As of December 31, 2024, all 206 of our hotels were managed by subsidiaries of the following companies: Sonesta (181 hotels), Hyatt (17 hotels), Radisson (seven hotels) and IHG (one hotel). As of December 31, 2024, our 742 service-focused retail net lease properties were leased by 177 tenants, including 175 travel centers leased to TA, our largest tenant.
Hotel Agreements
Sonesta Agreement. As of December 31, 2024, Sonesta managed 39 of our full service hotels, 100 of our extended stay hotels and 42 of our select service hotels pursuant to management agreements for all of the hotels, which we collectively refer to as our Sonesta agreement. The hotels Sonesta managed for us comprised approximately 50.0% of our total historical real estate investments.
We acquired one hotel in June 2023, and we and Sonesta added this hotel to our Sonesta agreement. We sold 14 and two Sonesta branded hotels during the years ended December 31, 2024 and 2023, respectively. See Note 3 for further information regarding our acquisition and disposition activities.
Our Sonesta agreement, which expires on January 31, 2037 and includes two 15-year renewal options, provides that we are paid an annual owner’s priority return if gross revenues of the hotels, after payment of hotel operating expenses and management and related fees (other than Sonesta’s incentive fee, if applicable), are sufficient to do so.

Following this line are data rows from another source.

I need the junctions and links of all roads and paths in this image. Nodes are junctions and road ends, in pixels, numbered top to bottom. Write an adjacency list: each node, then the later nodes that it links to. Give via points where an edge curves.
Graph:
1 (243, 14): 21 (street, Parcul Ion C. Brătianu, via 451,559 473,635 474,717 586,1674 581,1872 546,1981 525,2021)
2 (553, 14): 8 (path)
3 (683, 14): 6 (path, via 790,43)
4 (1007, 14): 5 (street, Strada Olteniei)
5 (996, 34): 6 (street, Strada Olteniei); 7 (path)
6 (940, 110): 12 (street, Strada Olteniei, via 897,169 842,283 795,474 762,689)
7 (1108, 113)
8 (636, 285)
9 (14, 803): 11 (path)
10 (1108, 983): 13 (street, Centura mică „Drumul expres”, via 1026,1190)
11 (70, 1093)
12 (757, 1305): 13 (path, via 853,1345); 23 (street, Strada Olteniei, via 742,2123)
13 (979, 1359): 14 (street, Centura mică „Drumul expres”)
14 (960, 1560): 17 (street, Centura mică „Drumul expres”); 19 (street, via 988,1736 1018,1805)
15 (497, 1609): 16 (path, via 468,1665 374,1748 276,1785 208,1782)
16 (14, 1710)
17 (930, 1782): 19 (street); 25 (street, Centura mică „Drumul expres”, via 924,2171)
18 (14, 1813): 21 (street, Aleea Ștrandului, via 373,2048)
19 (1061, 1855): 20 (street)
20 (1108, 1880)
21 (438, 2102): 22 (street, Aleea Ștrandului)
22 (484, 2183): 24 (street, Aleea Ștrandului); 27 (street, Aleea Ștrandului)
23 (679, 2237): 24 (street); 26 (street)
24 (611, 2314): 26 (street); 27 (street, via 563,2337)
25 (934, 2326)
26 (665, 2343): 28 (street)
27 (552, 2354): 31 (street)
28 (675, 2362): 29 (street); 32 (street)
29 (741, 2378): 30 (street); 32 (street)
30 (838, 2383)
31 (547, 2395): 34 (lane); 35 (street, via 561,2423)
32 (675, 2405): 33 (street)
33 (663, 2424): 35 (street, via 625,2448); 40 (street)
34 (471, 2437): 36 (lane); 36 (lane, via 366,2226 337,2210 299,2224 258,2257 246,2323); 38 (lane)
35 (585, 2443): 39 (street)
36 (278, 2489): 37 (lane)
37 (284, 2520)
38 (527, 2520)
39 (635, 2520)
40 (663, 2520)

The Sonesta agreement further provides that we are paid an additional return equal to 80% of the operating profits, as defined therein, after paying the owner’s priority return, reimbursing owner or manager advances, funding FF&E reserves and paying Sonesta’s incentive fee, if applicable. We do not have any security deposits or guarantees for our Sonesta hotels. We realized returns under our Sonesta agreement of $189,386, $226,181 and $196,721 during the years ended December 31, 2024, 2023 and 2022, respectively.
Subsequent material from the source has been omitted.